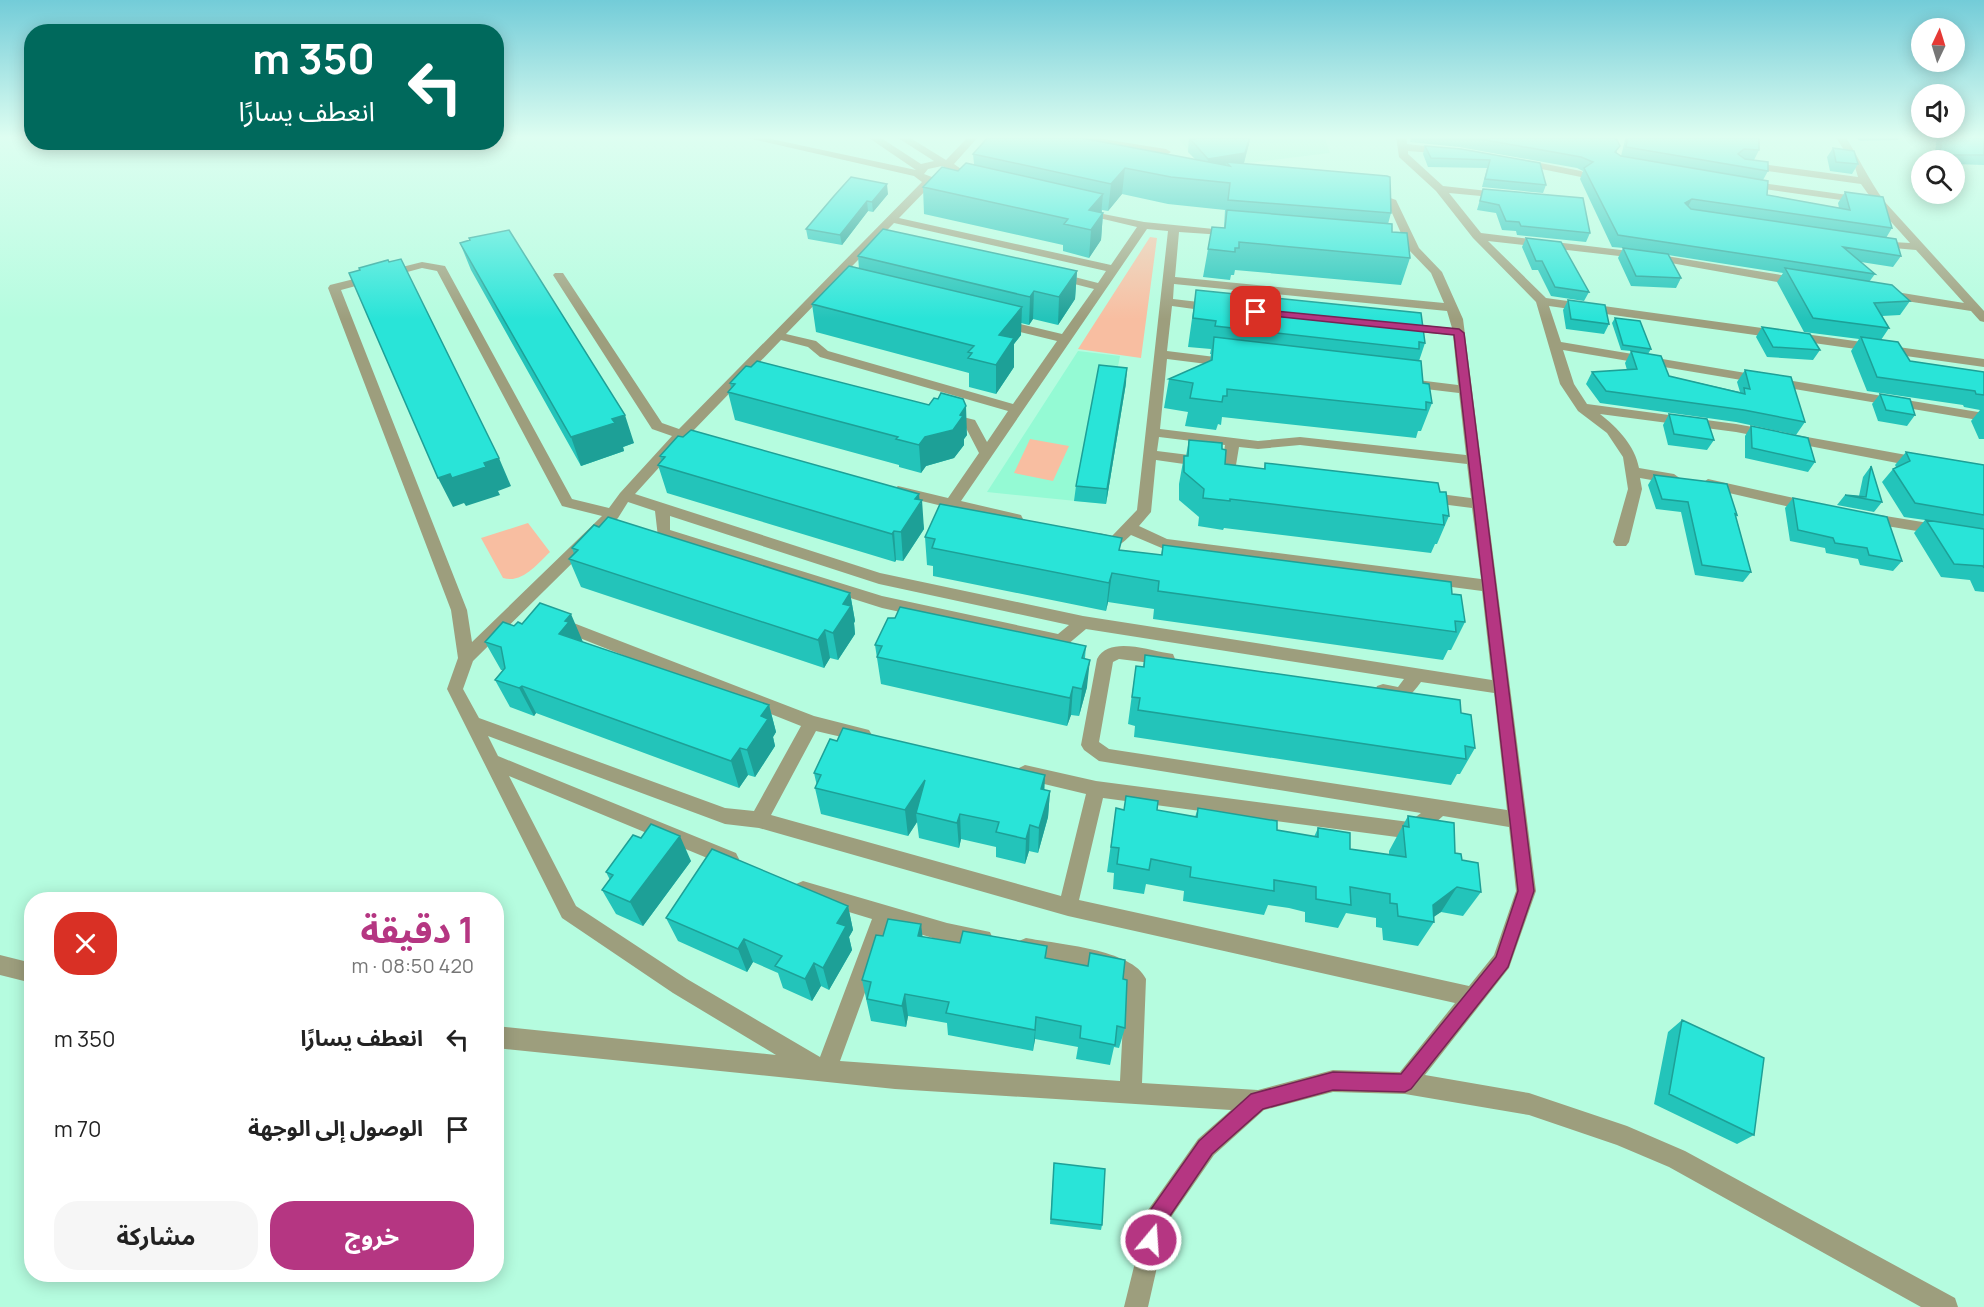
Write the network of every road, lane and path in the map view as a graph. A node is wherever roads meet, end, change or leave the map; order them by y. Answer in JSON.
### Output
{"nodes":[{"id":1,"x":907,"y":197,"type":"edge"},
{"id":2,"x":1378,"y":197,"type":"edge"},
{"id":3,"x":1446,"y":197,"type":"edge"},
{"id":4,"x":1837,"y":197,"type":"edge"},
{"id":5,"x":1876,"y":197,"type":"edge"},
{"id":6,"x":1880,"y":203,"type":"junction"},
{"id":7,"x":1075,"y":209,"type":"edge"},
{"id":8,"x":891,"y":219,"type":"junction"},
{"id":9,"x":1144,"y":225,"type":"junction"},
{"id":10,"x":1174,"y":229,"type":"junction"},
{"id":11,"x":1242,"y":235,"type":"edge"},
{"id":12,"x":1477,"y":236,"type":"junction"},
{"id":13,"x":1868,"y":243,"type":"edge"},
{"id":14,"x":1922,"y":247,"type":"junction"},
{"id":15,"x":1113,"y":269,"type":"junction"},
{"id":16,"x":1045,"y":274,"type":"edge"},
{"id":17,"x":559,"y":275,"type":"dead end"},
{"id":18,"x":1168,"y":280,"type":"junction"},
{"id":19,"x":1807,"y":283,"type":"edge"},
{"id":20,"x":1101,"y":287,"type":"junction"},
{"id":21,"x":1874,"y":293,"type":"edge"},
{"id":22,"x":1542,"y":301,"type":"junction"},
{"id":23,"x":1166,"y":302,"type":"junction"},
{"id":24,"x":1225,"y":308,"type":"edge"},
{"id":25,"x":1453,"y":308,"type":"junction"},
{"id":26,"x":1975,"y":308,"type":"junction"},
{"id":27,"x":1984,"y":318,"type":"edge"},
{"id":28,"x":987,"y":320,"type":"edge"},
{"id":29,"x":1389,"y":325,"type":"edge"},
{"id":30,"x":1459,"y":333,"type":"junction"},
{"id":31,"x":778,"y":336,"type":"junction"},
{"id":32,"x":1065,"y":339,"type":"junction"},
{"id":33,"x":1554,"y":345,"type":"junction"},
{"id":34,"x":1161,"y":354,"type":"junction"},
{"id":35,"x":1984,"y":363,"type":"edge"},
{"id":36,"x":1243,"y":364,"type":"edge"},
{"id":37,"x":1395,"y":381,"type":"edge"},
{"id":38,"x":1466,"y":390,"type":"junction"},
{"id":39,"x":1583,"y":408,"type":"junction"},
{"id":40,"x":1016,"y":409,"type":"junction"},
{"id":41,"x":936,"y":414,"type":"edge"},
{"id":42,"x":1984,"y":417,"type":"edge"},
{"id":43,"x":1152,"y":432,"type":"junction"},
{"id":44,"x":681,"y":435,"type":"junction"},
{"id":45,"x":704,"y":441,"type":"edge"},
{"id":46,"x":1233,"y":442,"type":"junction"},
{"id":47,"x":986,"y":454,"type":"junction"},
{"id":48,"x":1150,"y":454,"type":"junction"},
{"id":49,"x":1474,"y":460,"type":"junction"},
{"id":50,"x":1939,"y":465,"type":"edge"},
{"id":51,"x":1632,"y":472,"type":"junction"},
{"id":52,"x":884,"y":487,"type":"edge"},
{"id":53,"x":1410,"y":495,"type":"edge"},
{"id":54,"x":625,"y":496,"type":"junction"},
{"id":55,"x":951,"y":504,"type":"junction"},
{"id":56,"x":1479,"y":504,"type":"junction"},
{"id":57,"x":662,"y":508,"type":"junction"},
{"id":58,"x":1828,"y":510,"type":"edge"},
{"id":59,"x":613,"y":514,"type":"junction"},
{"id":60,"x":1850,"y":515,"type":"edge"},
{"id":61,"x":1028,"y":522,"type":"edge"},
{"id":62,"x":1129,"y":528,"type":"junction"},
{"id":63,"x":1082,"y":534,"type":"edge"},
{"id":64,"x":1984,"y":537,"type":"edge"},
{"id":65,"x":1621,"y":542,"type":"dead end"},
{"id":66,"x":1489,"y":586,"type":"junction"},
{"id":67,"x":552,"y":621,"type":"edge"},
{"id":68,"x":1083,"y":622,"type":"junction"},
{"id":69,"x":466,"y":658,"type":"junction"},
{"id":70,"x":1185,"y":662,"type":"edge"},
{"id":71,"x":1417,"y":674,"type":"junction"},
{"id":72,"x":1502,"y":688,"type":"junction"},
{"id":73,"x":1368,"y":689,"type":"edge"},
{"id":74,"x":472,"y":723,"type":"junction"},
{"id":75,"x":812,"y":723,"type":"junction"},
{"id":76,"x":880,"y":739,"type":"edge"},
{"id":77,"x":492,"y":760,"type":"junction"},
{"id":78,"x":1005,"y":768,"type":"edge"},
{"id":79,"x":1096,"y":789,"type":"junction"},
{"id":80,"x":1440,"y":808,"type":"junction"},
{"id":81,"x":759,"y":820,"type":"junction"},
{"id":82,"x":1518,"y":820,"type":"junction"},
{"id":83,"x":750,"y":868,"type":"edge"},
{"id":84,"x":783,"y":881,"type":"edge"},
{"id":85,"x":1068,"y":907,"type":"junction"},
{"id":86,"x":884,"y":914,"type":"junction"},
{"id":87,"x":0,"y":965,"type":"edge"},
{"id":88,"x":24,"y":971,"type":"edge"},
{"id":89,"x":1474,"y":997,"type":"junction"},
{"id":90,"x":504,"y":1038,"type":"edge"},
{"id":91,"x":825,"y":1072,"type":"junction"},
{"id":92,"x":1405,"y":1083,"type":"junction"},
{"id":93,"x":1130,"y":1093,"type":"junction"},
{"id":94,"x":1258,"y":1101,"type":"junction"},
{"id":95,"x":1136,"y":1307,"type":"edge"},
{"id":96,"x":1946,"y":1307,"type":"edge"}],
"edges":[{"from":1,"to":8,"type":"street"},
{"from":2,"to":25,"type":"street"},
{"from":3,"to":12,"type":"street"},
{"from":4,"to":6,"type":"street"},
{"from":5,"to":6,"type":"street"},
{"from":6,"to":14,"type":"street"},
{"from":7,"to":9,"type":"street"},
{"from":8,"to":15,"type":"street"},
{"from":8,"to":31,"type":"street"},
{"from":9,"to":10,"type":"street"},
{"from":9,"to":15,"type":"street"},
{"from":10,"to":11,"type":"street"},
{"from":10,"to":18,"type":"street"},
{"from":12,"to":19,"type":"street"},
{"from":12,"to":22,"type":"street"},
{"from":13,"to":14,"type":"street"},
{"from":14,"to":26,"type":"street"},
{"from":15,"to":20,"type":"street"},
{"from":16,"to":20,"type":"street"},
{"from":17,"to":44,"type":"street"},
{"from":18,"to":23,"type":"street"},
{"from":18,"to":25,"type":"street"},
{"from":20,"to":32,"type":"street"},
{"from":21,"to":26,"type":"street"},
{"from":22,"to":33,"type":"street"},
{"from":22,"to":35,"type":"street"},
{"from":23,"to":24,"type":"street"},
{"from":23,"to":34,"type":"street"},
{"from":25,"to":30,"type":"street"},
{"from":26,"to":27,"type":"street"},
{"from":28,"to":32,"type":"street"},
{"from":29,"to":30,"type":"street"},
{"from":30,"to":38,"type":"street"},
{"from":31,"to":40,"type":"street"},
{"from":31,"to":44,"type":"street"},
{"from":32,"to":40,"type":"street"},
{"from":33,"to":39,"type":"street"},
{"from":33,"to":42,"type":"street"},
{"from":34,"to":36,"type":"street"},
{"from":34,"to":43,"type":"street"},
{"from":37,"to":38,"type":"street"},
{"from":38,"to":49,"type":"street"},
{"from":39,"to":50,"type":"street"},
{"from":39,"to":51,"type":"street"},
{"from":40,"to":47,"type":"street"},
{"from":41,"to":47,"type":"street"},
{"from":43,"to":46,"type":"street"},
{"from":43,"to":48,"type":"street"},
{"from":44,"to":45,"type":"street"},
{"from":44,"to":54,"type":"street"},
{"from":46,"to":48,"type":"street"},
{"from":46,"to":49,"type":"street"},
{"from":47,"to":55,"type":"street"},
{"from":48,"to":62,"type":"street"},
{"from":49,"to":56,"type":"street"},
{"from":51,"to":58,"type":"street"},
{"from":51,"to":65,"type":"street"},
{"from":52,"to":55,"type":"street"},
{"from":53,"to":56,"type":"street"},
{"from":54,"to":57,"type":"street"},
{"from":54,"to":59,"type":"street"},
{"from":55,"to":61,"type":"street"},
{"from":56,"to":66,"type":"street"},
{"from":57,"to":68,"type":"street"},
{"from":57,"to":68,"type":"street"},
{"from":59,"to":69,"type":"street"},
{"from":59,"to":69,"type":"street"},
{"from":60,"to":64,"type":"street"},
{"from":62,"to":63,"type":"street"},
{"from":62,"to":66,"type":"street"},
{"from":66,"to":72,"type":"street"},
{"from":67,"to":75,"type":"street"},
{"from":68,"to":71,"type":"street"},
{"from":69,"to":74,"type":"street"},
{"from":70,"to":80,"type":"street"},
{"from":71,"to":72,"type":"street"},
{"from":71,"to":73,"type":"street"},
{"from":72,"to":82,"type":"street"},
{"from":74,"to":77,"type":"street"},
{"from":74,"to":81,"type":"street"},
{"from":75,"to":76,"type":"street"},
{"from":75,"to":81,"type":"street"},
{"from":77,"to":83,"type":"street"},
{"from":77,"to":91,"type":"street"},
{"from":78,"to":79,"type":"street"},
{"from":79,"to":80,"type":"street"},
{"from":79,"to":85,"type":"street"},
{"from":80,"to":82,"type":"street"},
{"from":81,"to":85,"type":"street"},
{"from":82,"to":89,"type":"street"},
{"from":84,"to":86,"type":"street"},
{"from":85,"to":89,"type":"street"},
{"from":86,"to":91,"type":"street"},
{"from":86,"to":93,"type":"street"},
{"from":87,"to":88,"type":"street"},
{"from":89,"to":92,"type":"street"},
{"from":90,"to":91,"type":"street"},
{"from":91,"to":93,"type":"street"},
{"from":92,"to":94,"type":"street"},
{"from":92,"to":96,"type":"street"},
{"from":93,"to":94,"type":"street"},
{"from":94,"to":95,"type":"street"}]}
########
### PROBLEM TO WORK ON
Wherever a line holds the word "dead", copy that line out of the entries above.

### TASK RESULT
{"id":17,"x":559,"y":275,"type":"dead end"},
{"id":65,"x":1621,"y":542,"type":"dead end"},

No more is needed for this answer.